“Curried narwhal’s skin can be tolerated, but not recommended”, or so suggests one of Lund Simmonds’ sources, in this splendid mid-19th century classic, now back in print for the first time since the 1850s.
The 19th century was a great period for compendiousness, with museums compiling huge systematic displays, while in print writers were putting together volumes exploring great swathes of nature and human behaviour. Best known of these is Henry Mayhew’s London Labour and the London Poor, collecting details of lives on the streets of London, and, to Forteans, Gould and Pyle’s Anomalies and Curiosities of Medicine which gathers a cornucopia of bizarre medical and biological information. The century was also a time of great optimism and adventure, both physical and social. Explorers and colonisers were fanning out across the world, sending a constant flow of novel items and amazing stories home, while in England there was great enthusiasm for new products, ideas and activities.

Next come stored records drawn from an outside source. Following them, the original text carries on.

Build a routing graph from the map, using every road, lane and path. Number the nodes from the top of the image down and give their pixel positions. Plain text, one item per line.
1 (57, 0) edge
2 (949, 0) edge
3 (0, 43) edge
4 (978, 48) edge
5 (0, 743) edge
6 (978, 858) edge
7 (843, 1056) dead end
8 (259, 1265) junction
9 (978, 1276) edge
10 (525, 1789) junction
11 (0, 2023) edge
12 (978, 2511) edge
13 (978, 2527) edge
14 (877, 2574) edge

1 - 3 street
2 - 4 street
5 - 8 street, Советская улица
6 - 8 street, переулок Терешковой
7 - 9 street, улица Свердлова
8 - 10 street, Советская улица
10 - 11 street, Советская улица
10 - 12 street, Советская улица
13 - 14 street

This book is very much a product of these urges and that time. It gathers together as much information as Lund Simmonds could track down about the culinary habits of people the world over. Classified under the orders of animals being consumed, it offers a head-spinning array of information on what people were eating in the mid-19th century and how they were eating it, offered up in a freewheeling anecdotal style. There are reflections of another thriving 19th institution, the Acclimatisation Societies - bodies dedicated to selecting animals from the colonies to introduce into Britain for farming purposes. The best known of these, chaired by Lund Simmonds’ friend Frank Buckland, would regularly hold feasts of exotic creatures in order to promote the idea. While they receive no overt mention here, there are periodic suggestions that, say, wombats, might be profitable to farm in Britain.

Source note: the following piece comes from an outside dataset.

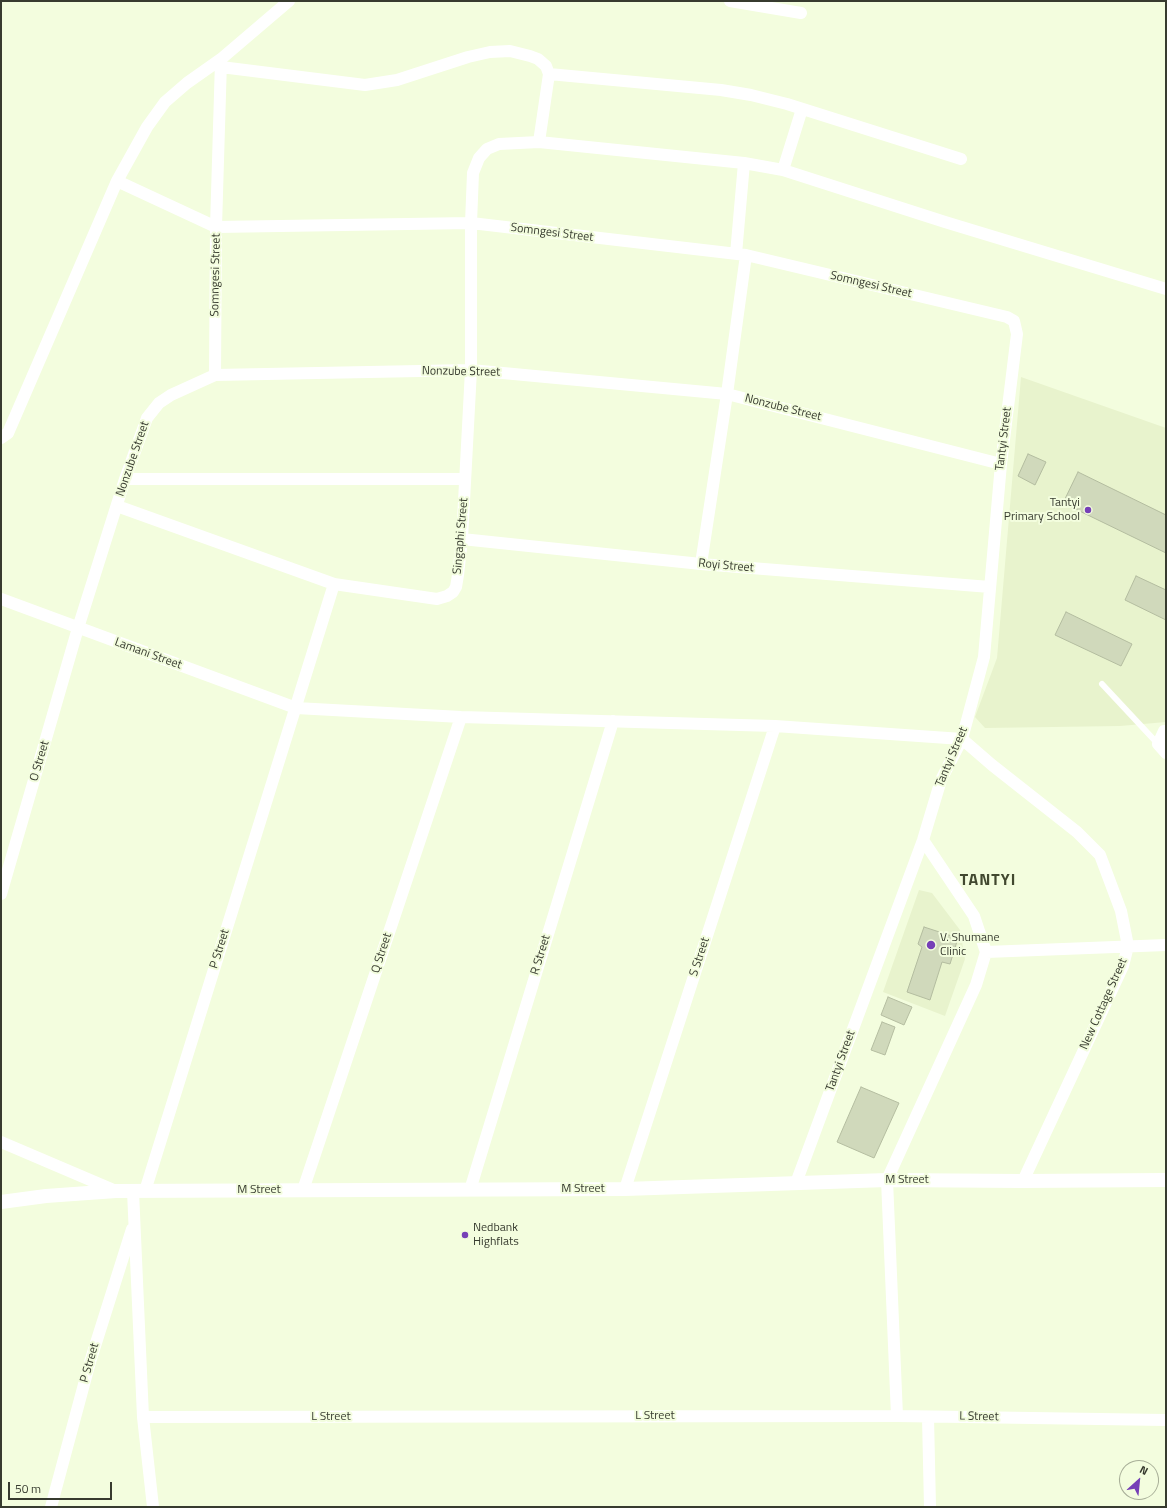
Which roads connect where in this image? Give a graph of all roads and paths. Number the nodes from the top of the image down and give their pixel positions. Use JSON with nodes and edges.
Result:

There are debates on the pros and cons of eating horses, instructions on how to cook elephants feet (it involves deep pits, large fires and lots of people), recipes for bear’s paws, plus a menu from a San Francisco dive offering, among other arresting delicacies ”bow-wow soup, roasted grimalkin and stews rat-ified”. There are many other reminders of how much the world has changed in 150 years, most poignantly a eulogy to the wonders of cooked passenger pigeon, accompanied by a vivid description of how inexhaustibly numerous the birds actually were - no inkling of a possibility here that the species would have vanished in its entirety within 70 years of writing.
A joy to read or dip into, you will never open the covers without being astounded, this is a well selected reprint which deserves a place on all fortean bookshelves.